- **MATERIAL PROVIDED**
----
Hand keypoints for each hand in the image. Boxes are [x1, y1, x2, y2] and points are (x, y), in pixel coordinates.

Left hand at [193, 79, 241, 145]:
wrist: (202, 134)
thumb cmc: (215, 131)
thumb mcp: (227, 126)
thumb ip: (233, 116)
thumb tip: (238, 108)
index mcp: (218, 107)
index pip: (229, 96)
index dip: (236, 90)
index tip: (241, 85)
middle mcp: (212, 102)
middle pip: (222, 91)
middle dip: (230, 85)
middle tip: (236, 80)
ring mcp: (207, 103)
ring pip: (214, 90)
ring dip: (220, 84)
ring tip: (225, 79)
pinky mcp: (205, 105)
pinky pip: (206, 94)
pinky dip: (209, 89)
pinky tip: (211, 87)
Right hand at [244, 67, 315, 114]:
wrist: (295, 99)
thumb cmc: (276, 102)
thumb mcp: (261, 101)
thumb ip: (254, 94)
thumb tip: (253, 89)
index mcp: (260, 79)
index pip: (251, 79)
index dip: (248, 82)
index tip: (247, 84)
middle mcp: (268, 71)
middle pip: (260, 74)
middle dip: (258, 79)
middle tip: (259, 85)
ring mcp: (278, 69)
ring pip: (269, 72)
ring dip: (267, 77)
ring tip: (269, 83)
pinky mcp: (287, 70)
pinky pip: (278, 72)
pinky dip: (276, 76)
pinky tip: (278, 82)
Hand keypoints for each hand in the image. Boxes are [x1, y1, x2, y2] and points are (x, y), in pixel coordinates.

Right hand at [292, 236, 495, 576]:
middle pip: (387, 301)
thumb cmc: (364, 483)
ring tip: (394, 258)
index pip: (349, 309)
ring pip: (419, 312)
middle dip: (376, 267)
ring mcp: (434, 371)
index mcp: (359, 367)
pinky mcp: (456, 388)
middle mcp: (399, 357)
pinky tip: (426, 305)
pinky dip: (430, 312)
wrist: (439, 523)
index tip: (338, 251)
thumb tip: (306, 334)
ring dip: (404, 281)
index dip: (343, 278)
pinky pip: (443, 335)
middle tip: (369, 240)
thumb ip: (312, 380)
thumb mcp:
----
- **YOUR OBJECTIVE**
When you copy the data, keep every line word for word.

- **ANSWER TO THE EXERCISE**
Hand keypoints for each hand in the image. Boxes are [x1, y1, x2, y2] and points are (x, y), in pixel coordinates.

Left hand at [193, 79, 241, 145]:
wrist: (202, 134)
thumb cmc: (215, 131)
thumb mcp: (227, 126)
thumb ip: (233, 116)
thumb tip: (238, 108)
index mcp: (218, 107)
index pip: (229, 96)
index dip: (236, 90)
index tip: (241, 85)
middle mcp: (212, 102)
middle pip: (222, 91)
middle dip: (230, 85)
middle tip: (236, 80)
ring mcp: (207, 103)
ring pip: (214, 90)
ring dip: (220, 84)
ring tip: (225, 79)
pinky mcp: (205, 105)
pinky pip: (206, 94)
pinky dip: (209, 89)
pinky tip: (211, 87)
Right hand at [244, 67, 315, 114]:
wrist: (295, 99)
thumb cmc: (276, 102)
thumb mcp: (261, 101)
thumb ip: (254, 94)
thumb tip: (253, 89)
index mcp: (260, 79)
index pip: (251, 79)
index dip: (248, 82)
index tip: (247, 84)
middle mcp: (268, 71)
middle pip: (260, 74)
middle dip: (258, 79)
middle tip: (259, 85)
ring mcp: (278, 69)
ring pip: (269, 72)
ring dip: (267, 77)
ring tip: (269, 83)
pinky mcp: (287, 70)
pinky pip: (278, 72)
pinky dip: (276, 76)
pinky tip: (278, 82)
Hand keypoints for each hand in the image. Boxes are [x1, y1, x2, y2] and points are (x, y), in pixel coordinates.

Right hand at [292, 236, 495, 576]:
middle pip: (387, 301)
thumb cmc: (364, 483)
ring tip: (394, 258)
index pip: (349, 309)
ring pip: (419, 312)
middle dip: (376, 267)
ring mcp: (434, 371)
index mcp: (359, 367)
pinky mcp: (456, 388)
middle mcp: (399, 357)
pinky tip: (426, 305)
pinky dip: (430, 312)
wrist: (439, 523)
index tip: (338, 251)
thumb tip: (306, 334)
ring dip: (404, 281)
index dip: (343, 278)
pinky pip: (443, 335)
middle tip: (369, 240)
thumb ip: (312, 380)
thumb mcp:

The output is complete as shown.